Пять баллов по шкале Захарова-Рихтера

В предрассветных сумерках здание выглядело совершенно заурядным, примерно как фермерский дом, где прошла его юность. Оно маячило в полумраке, среди пырея и кактусов, на пыльной земле, пересеченной заросшими тропами.

Чарли Кроу оставил «роллс‑ройс» у обочины, не заглушив двигатель, а сам зашагал, ни на минуту не умолкая, по едва различимой дорожке; поспевавший за ним Хэнк Гибсон оглянулся на мягко урчащий автомобиль.

— Может, надо бы?…

— Нет‑нет, — перебил Чарли Кроу. — Кому придет в голову угонять «роллс‑ройс»? На нем дальше первого светофора не уедешь. А там, глядишь, отнимут! Не отставай!

— К чему такая спешка? У нас в распоряжении все утро!

— Напрасно ты так думаешь, приятель. У нас в распоряжении… — Чарли Кроу посмотрел на часы. — Двадцать минут, если не пятнадцать, на все про все: на грядущую катастрофу, на откровения, так что мешкать не стоит.

— Не тарахти как пулемет и не беги, ты меня до инфаркта доведешь.

— Ничего с тобой не случится. Положи‑ка вот это в карман.

Хэнк Гибсон посмотрел на документ цвета денежных знаков.

— Страховка?

— На твой дом, по состоянию на вчерашний день.

— Но нам не нужна…

— Нет, нужна, просто вы об этом не подозреваете. Распишись на втором экземпляре. Вот здесь. Плохо видно? Держи мою ручку с фонариком. Молодчина. Давай один экземпляр сюда. Один тебе…

— Черт побери…

— Не чертыхайся. Ты теперь защищен на все случаи жизни. Лови момент.

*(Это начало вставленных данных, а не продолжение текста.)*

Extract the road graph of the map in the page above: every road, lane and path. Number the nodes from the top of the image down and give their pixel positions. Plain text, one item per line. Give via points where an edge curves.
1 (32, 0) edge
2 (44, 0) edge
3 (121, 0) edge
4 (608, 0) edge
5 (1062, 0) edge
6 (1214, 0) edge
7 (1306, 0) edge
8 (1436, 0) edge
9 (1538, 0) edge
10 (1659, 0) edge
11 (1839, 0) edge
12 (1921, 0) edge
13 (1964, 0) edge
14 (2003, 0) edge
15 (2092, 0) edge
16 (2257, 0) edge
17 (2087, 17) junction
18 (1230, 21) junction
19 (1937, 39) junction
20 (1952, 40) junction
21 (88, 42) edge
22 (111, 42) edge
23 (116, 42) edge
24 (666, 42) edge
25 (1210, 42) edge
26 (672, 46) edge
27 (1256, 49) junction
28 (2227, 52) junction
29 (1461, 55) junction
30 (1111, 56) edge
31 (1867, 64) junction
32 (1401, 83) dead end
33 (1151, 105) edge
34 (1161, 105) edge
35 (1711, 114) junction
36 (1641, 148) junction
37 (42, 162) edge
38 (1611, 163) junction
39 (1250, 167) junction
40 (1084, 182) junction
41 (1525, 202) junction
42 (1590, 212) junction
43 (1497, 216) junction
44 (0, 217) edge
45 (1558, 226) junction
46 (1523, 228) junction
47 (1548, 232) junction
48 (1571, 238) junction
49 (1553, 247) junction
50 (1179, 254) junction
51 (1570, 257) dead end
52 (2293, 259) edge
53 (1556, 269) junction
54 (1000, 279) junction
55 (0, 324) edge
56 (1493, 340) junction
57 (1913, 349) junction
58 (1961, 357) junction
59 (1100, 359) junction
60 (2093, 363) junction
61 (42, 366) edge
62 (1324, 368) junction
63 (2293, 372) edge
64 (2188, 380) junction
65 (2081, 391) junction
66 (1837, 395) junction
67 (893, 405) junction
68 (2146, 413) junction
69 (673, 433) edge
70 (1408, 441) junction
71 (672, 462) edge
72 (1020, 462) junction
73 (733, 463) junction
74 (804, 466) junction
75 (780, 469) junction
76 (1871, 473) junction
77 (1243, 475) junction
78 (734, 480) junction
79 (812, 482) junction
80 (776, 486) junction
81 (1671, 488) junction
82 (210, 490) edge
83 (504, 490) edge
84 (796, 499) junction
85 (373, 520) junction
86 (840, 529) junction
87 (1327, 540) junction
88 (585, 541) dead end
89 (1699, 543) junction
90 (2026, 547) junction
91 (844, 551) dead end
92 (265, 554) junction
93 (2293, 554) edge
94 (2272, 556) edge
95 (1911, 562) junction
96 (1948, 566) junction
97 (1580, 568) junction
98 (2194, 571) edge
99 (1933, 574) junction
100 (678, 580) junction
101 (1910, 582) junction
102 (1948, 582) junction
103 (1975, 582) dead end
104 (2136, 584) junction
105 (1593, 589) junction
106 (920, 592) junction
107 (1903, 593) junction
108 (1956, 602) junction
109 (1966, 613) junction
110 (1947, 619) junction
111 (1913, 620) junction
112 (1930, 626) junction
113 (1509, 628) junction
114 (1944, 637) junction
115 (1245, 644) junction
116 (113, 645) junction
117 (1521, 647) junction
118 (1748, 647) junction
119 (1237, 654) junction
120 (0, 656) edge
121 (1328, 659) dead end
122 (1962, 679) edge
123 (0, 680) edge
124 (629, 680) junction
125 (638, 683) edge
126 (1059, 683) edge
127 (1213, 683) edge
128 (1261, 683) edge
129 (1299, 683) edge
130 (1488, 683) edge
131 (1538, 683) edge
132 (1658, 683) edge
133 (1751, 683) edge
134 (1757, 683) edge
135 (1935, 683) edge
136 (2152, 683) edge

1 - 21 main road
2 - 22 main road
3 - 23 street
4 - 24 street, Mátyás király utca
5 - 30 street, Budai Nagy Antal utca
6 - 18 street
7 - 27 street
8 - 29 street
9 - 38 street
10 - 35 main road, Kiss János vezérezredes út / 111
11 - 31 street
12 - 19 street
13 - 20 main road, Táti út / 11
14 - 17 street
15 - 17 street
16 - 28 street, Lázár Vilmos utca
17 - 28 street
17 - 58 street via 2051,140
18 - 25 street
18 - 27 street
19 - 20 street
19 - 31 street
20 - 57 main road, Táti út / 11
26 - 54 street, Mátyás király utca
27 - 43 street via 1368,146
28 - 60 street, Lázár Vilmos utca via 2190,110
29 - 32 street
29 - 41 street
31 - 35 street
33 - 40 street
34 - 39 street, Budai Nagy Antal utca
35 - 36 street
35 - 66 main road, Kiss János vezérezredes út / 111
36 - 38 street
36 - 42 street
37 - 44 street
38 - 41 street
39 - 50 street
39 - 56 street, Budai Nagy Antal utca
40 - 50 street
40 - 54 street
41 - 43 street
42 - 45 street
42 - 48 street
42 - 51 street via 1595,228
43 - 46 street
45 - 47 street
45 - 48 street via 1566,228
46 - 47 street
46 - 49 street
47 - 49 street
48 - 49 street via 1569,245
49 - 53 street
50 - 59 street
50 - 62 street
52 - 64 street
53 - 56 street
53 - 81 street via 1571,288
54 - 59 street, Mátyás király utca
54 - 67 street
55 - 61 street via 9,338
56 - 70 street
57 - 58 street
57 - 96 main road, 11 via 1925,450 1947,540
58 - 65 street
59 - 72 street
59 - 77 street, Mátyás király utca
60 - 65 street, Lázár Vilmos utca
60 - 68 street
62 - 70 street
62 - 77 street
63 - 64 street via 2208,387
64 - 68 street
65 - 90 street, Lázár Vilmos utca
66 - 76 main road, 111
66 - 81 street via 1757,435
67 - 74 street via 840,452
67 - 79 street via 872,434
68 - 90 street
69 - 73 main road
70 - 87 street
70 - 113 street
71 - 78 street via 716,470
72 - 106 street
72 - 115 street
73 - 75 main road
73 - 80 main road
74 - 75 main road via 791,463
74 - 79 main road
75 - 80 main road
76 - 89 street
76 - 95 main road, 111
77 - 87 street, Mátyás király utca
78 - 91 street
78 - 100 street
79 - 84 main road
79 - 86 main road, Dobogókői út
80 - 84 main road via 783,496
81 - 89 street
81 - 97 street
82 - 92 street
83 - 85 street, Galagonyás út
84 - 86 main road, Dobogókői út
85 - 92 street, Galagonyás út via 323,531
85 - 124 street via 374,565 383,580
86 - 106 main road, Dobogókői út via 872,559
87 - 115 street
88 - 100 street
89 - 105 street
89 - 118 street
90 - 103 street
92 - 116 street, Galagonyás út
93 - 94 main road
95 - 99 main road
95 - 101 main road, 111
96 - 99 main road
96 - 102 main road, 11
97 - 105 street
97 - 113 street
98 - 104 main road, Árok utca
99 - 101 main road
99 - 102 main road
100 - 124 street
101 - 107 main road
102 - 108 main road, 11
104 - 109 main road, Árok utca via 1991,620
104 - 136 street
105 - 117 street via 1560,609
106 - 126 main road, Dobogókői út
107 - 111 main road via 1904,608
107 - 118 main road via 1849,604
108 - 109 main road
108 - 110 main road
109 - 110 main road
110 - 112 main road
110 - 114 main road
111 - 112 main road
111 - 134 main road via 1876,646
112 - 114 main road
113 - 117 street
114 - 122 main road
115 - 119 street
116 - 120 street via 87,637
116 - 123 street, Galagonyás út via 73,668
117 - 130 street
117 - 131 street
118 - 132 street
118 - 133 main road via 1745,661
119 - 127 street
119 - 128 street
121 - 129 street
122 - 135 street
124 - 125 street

Хэнк Гибсон и ахнуть не успел, как его взяли за локоть и протолкнули в облезлую дверь, а там обнаружилась еще одна запертая дверь, которая открылась, когда Чарли Кроу посветил на нее лазерной указкой. За дверью оказался…

— Лифт! Неужели здесь работает лифт, в этом сарае, на пустыре, в пять утра?…

— Тише ты.

Пол ушел из‑под ног, и они спустились строго вниз футов этак на семьдесят, а то и восемьдесят, где перед ними с шепотом отъехала в сторону еще одна дверь, и они вошли в длинный коридор с добрым десятком дверей по обе стороны и несколькими десятками приветливо светящихся окошек поверху. Не дав Хэнку Гибсону опомниться, его подтолкнули вперед, мимо всех этих дверей, на которых читались названия городов и стран мира.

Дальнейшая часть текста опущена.